● **Data for this exercise**
——————————

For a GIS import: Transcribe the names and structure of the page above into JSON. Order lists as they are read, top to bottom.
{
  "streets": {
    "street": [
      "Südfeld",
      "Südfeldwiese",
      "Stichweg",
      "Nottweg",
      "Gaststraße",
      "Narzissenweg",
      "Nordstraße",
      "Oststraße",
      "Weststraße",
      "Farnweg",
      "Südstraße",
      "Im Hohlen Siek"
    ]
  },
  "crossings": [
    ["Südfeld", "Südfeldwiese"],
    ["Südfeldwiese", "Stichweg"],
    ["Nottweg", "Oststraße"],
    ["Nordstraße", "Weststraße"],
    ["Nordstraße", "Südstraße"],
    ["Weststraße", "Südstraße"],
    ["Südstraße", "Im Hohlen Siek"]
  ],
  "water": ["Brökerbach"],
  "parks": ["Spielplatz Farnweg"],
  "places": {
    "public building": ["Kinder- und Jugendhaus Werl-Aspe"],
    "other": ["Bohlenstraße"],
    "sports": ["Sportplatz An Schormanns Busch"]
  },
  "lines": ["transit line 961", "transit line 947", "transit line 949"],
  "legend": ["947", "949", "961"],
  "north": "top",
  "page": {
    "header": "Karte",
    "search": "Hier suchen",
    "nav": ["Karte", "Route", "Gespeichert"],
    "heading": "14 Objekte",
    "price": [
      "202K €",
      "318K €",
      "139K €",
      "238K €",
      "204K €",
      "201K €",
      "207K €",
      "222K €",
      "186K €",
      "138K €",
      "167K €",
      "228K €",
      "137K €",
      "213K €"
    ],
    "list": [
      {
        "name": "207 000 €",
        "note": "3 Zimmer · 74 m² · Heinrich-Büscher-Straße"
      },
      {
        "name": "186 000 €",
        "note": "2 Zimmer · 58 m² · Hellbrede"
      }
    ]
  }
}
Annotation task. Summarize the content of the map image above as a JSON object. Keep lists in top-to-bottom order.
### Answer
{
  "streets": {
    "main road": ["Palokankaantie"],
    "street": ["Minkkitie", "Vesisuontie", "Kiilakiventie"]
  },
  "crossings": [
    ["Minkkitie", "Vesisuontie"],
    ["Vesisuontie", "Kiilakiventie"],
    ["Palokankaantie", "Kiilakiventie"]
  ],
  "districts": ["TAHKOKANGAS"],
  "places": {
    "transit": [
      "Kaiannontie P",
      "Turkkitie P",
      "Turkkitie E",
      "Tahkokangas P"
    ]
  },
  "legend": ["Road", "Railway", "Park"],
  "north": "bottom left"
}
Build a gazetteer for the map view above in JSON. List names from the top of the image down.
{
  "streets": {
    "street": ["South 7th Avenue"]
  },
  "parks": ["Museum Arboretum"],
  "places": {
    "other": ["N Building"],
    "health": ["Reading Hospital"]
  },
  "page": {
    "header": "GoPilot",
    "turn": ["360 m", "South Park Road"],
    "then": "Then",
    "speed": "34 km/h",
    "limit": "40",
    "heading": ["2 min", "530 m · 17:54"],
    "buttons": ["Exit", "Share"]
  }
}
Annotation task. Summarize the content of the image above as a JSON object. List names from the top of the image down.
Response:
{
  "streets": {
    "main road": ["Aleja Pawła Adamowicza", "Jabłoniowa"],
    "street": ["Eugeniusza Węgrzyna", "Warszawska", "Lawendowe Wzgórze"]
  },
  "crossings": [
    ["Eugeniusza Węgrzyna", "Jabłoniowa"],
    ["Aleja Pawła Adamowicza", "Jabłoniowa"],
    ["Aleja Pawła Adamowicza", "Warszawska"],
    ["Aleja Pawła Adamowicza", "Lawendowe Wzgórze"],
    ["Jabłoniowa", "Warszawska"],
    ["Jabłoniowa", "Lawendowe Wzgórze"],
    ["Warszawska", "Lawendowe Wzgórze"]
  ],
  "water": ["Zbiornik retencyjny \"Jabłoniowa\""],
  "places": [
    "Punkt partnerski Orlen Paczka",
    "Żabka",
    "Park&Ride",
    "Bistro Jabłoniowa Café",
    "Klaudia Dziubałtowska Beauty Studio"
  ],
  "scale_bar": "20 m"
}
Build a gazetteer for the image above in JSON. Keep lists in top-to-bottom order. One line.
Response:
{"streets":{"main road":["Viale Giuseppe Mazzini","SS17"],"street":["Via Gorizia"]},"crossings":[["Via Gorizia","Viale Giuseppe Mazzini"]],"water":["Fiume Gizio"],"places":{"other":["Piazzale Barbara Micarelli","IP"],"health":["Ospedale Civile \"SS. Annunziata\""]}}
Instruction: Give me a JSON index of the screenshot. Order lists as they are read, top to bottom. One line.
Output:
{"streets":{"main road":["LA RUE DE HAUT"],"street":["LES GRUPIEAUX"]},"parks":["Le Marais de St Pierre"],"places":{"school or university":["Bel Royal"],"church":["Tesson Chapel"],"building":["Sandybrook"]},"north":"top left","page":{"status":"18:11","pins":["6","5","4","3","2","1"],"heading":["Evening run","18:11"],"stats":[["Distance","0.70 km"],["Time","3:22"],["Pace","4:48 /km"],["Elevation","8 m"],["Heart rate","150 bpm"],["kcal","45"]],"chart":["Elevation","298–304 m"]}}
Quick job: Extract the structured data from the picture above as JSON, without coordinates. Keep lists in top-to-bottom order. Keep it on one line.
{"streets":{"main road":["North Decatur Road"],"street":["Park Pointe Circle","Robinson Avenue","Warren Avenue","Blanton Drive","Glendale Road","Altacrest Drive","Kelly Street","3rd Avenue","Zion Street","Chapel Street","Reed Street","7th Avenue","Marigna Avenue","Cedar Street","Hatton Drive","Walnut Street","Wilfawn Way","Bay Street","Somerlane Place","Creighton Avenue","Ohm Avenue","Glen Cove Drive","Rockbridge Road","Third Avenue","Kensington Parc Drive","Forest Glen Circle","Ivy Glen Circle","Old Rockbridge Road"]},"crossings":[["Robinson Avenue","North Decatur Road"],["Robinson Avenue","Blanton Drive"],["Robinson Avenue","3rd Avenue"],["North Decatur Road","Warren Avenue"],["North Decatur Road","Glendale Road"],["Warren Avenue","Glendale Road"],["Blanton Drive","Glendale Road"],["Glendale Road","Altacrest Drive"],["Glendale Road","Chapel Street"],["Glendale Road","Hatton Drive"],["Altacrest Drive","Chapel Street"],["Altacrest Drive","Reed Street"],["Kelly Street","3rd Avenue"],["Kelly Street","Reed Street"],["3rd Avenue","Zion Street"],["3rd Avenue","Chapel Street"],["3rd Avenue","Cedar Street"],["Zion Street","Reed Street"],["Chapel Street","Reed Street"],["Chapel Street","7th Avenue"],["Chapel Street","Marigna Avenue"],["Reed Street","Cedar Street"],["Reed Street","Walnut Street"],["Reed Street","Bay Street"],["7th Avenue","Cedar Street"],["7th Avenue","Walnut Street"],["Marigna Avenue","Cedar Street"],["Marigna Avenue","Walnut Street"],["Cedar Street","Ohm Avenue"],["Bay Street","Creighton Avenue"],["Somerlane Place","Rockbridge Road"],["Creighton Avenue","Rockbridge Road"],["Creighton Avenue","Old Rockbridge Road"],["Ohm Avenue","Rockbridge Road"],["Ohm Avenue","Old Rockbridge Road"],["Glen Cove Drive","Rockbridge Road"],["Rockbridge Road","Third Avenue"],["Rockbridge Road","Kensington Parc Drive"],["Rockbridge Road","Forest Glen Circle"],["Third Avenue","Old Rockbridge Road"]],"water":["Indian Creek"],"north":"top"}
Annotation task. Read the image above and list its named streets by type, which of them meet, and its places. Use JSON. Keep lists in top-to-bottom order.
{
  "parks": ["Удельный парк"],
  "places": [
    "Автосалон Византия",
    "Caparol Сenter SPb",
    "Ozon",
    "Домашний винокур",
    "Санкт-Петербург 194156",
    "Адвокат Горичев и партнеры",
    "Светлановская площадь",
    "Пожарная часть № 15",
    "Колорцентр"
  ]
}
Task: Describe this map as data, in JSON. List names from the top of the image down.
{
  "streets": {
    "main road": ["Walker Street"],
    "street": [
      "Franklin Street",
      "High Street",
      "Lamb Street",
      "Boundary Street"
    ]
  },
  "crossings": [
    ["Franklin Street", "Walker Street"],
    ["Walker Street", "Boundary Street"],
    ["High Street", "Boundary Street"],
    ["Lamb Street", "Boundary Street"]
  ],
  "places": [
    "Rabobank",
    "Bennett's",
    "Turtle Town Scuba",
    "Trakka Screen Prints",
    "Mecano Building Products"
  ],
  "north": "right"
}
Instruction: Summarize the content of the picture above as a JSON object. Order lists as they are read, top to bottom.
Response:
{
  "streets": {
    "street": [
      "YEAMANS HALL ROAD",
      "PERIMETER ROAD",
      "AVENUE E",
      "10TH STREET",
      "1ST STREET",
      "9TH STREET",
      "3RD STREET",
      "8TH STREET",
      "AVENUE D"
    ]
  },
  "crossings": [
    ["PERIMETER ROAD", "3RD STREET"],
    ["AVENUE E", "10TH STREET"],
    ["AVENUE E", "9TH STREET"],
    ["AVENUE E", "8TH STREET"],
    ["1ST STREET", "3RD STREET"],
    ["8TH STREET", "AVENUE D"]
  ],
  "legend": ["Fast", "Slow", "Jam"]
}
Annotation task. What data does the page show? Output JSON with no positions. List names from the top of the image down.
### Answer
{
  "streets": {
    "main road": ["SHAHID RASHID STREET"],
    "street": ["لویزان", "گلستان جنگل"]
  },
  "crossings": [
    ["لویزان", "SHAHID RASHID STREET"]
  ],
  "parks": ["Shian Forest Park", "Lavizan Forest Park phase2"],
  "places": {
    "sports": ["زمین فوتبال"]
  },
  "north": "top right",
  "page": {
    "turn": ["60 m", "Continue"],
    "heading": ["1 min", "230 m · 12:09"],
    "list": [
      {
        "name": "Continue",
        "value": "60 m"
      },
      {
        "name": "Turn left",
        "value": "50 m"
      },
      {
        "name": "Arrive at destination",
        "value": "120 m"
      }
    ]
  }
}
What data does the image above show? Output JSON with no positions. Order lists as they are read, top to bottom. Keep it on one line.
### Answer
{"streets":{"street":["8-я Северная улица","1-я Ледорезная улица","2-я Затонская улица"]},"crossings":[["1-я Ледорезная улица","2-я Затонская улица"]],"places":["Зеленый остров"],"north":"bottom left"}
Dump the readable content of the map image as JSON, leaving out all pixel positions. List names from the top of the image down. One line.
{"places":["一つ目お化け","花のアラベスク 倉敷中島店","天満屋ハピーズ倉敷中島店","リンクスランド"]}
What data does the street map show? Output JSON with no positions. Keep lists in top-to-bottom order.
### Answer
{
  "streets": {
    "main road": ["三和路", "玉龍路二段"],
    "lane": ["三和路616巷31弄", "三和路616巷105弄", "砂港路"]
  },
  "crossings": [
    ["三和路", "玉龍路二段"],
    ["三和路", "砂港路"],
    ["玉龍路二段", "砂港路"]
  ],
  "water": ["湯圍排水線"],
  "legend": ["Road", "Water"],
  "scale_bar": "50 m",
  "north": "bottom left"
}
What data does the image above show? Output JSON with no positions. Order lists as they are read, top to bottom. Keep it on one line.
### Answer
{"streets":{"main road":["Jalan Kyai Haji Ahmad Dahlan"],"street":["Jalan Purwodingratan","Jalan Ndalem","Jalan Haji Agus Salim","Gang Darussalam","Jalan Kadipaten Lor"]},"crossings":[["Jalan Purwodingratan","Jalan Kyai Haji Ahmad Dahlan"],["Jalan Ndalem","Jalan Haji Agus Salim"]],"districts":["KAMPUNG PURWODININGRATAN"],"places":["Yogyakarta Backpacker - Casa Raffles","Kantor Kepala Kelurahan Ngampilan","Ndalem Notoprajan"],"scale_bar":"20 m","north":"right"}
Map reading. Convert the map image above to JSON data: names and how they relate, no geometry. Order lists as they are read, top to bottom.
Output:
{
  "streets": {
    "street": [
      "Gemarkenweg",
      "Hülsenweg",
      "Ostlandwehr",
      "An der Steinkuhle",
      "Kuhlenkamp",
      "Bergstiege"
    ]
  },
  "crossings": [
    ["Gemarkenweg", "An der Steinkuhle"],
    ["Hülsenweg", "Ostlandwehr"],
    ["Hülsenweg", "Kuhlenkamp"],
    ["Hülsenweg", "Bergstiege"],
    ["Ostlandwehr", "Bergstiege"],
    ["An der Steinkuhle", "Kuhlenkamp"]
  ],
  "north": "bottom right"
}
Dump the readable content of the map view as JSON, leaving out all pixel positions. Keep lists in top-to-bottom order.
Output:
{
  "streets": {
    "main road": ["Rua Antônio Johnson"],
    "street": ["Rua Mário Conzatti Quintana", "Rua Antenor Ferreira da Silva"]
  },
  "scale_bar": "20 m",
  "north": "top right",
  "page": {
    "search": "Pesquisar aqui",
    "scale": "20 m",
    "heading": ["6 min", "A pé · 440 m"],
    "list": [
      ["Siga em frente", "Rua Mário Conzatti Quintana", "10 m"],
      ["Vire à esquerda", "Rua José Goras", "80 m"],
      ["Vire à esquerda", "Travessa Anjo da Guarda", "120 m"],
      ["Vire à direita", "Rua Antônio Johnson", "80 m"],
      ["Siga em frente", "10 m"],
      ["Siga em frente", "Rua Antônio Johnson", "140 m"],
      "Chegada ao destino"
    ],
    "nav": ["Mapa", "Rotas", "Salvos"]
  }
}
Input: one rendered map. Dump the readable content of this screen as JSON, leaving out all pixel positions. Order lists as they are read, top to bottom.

——————————

● **Exercise aim**
From the line that contains "Dump the readable content of the map view" to the last line of the material above, repeat every line exactly, keeping both the first and the last.

● **Answer section**
Dump the readable content of the map view as JSON, leaving out all pixel positions. Keep lists in top-to-bottom order.
Output:
{
  "streets": {
    "main road": ["Rua Antônio Johnson"],
    "street": ["Rua Mário Conzatti Quintana", "Rua Antenor Ferreira da Silva"]
  },
  "scale_bar": "20 m",
  "north": "top right",
  "page": {
    "search": "Pesquisar aqui",
    "scale": "20 m",
    "heading": ["6 min", "A pé · 440 m"],
    "list": [
      ["Siga em frente", "Rua Mário Conzatti Quintana", "10 m"],
      ["Vire à esquerda", "Rua José Goras", "80 m"],
      ["Vire à esquerda", "Travessa Anjo da Guarda", "120 m"],
      ["Vire à direita", "Rua Antônio Johnson", "80 m"],
      ["Siga em frente", "10 m"],
      ["Siga em frente", "Rua Antônio Johnson", "140 m"],
      "Chegada ao destino"
    ],
    "nav": ["Mapa", "Rotas", "Salvos"]
  }
}
Input: one rendered map. Dump the readable content of this screen as JSON, leaving out all pixel positions. Order lists as they are read, top to bottom.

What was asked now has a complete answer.